Collected data
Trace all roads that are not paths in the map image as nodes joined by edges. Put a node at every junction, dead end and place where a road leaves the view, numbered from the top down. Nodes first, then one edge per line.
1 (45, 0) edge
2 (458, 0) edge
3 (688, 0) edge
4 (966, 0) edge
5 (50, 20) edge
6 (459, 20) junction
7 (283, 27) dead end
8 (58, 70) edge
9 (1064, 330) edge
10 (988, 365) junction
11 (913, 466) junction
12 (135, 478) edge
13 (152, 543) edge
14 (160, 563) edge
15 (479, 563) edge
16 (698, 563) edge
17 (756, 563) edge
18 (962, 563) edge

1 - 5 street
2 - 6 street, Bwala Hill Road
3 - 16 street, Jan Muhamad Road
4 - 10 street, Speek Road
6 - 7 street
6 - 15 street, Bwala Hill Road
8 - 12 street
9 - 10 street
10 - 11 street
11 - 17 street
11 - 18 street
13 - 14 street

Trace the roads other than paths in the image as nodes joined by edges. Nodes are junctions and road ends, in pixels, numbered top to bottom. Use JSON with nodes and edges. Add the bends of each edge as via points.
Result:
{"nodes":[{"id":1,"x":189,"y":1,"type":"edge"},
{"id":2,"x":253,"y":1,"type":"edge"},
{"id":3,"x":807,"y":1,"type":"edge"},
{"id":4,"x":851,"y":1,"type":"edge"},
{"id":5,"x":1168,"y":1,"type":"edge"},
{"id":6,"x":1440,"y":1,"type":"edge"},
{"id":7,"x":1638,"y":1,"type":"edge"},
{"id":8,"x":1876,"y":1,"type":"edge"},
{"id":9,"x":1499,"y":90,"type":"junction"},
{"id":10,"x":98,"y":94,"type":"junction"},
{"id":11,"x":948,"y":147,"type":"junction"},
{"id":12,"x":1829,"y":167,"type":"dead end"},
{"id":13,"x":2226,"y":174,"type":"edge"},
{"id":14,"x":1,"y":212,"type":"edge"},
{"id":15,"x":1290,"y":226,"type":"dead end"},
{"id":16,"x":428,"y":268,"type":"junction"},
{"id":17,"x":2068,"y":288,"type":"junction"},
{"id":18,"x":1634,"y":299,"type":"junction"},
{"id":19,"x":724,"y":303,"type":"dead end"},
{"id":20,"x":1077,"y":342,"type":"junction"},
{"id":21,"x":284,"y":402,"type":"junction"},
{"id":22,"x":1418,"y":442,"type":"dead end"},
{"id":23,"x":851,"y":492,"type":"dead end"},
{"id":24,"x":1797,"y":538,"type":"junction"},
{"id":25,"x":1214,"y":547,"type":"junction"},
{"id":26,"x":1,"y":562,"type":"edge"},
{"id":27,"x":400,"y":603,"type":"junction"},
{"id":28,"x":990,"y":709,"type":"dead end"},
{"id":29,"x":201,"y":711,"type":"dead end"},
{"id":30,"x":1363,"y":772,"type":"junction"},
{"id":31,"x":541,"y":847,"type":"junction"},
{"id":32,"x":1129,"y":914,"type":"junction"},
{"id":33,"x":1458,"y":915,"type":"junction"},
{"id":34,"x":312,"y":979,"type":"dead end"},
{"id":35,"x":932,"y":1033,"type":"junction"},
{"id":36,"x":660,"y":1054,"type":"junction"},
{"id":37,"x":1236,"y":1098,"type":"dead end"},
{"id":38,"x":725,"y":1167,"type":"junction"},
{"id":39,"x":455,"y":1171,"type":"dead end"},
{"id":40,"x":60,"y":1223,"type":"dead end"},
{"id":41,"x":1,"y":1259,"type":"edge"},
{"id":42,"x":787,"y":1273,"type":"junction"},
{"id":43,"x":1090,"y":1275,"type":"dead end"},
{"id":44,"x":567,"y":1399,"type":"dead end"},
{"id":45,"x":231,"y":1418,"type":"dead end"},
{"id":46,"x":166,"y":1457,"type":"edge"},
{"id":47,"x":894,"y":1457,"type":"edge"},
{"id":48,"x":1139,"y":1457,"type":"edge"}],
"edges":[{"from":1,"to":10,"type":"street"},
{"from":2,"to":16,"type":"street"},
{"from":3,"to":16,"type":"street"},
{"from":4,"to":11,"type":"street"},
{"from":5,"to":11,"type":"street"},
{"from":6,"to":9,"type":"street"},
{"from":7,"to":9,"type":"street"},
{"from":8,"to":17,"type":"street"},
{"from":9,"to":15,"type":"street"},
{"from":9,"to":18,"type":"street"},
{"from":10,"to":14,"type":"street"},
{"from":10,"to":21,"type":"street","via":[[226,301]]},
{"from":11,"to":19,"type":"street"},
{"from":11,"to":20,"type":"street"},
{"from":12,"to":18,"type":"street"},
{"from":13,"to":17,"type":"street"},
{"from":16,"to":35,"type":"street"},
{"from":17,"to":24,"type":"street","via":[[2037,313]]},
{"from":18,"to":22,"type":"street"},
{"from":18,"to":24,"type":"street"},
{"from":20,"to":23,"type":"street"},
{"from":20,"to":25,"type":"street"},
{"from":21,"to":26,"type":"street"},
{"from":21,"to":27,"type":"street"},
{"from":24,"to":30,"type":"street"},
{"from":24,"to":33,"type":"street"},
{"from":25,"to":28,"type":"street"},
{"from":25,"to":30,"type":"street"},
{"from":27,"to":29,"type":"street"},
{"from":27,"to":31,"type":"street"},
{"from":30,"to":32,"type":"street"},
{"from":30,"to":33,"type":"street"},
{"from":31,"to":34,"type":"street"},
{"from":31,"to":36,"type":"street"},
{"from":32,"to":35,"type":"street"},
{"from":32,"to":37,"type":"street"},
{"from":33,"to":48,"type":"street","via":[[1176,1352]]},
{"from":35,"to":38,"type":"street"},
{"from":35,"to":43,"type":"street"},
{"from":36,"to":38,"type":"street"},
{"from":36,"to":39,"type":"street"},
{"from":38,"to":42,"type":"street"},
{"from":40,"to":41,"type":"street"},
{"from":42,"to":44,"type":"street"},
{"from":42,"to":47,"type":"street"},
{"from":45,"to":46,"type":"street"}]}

__What the exercise asks__. From the first line down to the last, give the records again exactly.

__Response area__.
Trace all roads that are not paths in the map image as nodes joined by edges. Put a node at every junction, dead end and place where a road leaves the view, numbered from the top down. Nodes first, then one edge per line.
1 (45, 0) edge
2 (458, 0) edge
3 (688, 0) edge
4 (966, 0) edge
5 (50, 20) edge
6 (459, 20) junction
7 (283, 27) dead end
8 (58, 70) edge
9 (1064, 330) edge
10 (988, 365) junction
11 (913, 466) junction
12 (135, 478) edge
13 (152, 543) edge
14 (160, 563) edge
15 (479, 563) edge
16 (698, 563) edge
17 (756, 563) edge
18 (962, 563) edge

1 - 5 street
2 - 6 street, Bwala Hill Road
3 - 16 street, Jan Muhamad Road
4 - 10 street, Speek Road
6 - 7 street
6 - 15 street, Bwala Hill Road
8 - 12 street
9 - 10 street
10 - 11 street
11 - 17 street
11 - 18 street
13 - 14 street

Trace the roads other than paths in the image as nodes joined by edges. Nodes are junctions and road ends, in pixels, numbered top to bottom. Use JSON with nodes and edges. Add the bends of each edge as via points.
Result:
{"nodes":[{"id":1,"x":189,"y":1,"type":"edge"},
{"id":2,"x":253,"y":1,"type":"edge"},
{"id":3,"x":807,"y":1,"type":"edge"},
{"id":4,"x":851,"y":1,"type":"edge"},
{"id":5,"x":1168,"y":1,"type":"edge"},
{"id":6,"x":1440,"y":1,"type":"edge"},
{"id":7,"x":1638,"y":1,"type":"edge"},
{"id":8,"x":1876,"y":1,"type":"edge"},
{"id":9,"x":1499,"y":90,"type":"junction"},
{"id":10,"x":98,"y":94,"type":"junction"},
{"id":11,"x":948,"y":147,"type":"junction"},
{"id":12,"x":1829,"y":167,"type":"dead end"},
{"id":13,"x":2226,"y":174,"type":"edge"},
{"id":14,"x":1,"y":212,"type":"edge"},
{"id":15,"x":1290,"y":226,"type":"dead end"},
{"id":16,"x":428,"y":268,"type":"junction"},
{"id":17,"x":2068,"y":288,"type":"junction"},
{"id":18,"x":1634,"y":299,"type":"junction"},
{"id":19,"x":724,"y":303,"type":"dead end"},
{"id":20,"x":1077,"y":342,"type":"junction"},
{"id":21,"x":284,"y":402,"type":"junction"},
{"id":22,"x":1418,"y":442,"type":"dead end"},
{"id":23,"x":851,"y":492,"type":"dead end"},
{"id":24,"x":1797,"y":538,"type":"junction"},
{"id":25,"x":1214,"y":547,"type":"junction"},
{"id":26,"x":1,"y":562,"type":"edge"},
{"id":27,"x":400,"y":603,"type":"junction"},
{"id":28,"x":990,"y":709,"type":"dead end"},
{"id":29,"x":201,"y":711,"type":"dead end"},
{"id":30,"x":1363,"y":772,"type":"junction"},
{"id":31,"x":541,"y":847,"type":"junction"},
{"id":32,"x":1129,"y":914,"type":"junction"},
{"id":33,"x":1458,"y":915,"type":"junction"},
{"id":34,"x":312,"y":979,"type":"dead end"},
{"id":35,"x":932,"y":1033,"type":"junction"},
{"id":36,"x":660,"y":1054,"type":"junction"},
{"id":37,"x":1236,"y":1098,"type":"dead end"},
{"id":38,"x":725,"y":1167,"type":"junction"},
{"id":39,"x":455,"y":1171,"type":"dead end"},
{"id":40,"x":60,"y":1223,"type":"dead end"},
{"id":41,"x":1,"y":1259,"type":"edge"},
{"id":42,"x":787,"y":1273,"type":"junction"},
{"id":43,"x":1090,"y":1275,"type":"dead end"},
{"id":44,"x":567,"y":1399,"type":"dead end"},
{"id":45,"x":231,"y":1418,"type":"dead end"},
{"id":46,"x":166,"y":1457,"type":"edge"},
{"id":47,"x":894,"y":1457,"type":"edge"},
{"id":48,"x":1139,"y":1457,"type":"edge"}],
"edges":[{"from":1,"to":10,"type":"street"},
{"from":2,"to":16,"type":"street"},
{"from":3,"to":16,"type":"street"},
{"from":4,"to":11,"type":"street"},
{"from":5,"to":11,"type":"street"},
{"from":6,"to":9,"type":"street"},
{"from":7,"to":9,"type":"street"},
{"from":8,"to":17,"type":"street"},
{"from":9,"to":15,"type":"street"},
{"from":9,"to":18,"type":"street"},
{"from":10,"to":14,"type":"street"},
{"from":10,"to":21,"type":"street","via":[[226,301]]},
{"from":11,"to":19,"type":"street"},
{"from":11,"to":20,"type":"street"},
{"from":12,"to":18,"type":"street"},
{"from":13,"to":17,"type":"street"},
{"from":16,"to":35,"type":"street"},
{"from":17,"to":24,"type":"street","via":[[2037,313]]},
{"from":18,"to":22,"type":"street"},
{"from":18,"to":24,"type":"street"},
{"from":20,"to":23,"type":"street"},
{"from":20,"to":25,"type":"street"},
{"from":21,"to":26,"type":"street"},
{"from":21,"to":27,"type":"street"},
{"from":24,"to":30,"type":"street"},
{"from":24,"to":33,"type":"street"},
{"from":25,"to":28,"type":"street"},
{"from":25,"to":30,"type":"street"},
{"from":27,"to":29,"type":"street"},
{"from":27,"to":31,"type":"street"},
{"from":30,"to":32,"type":"street"},
{"from":30,"to":33,"type":"street"},
{"from":31,"to":34,"type":"street"},
{"from":31,"to":36,"type":"street"},
{"from":32,"to":35,"type":"street"},
{"from":32,"to":37,"type":"street"},
{"from":33,"to":48,"type":"street","via":[[1176,1352]]},
{"from":35,"to":38,"type":"street"},
{"from":35,"to":43,"type":"street"},
{"from":36,"to":38,"type":"street"},
{"from":36,"to":39,"type":"street"},
{"from":38,"to":42,"type":"street"},
{"from":40,"to":41,"type":"street"},
{"from":42,"to":44,"type":"street"},
{"from":42,"to":47,"type":"street"},
{"from":45,"to":46,"type":"street"}]}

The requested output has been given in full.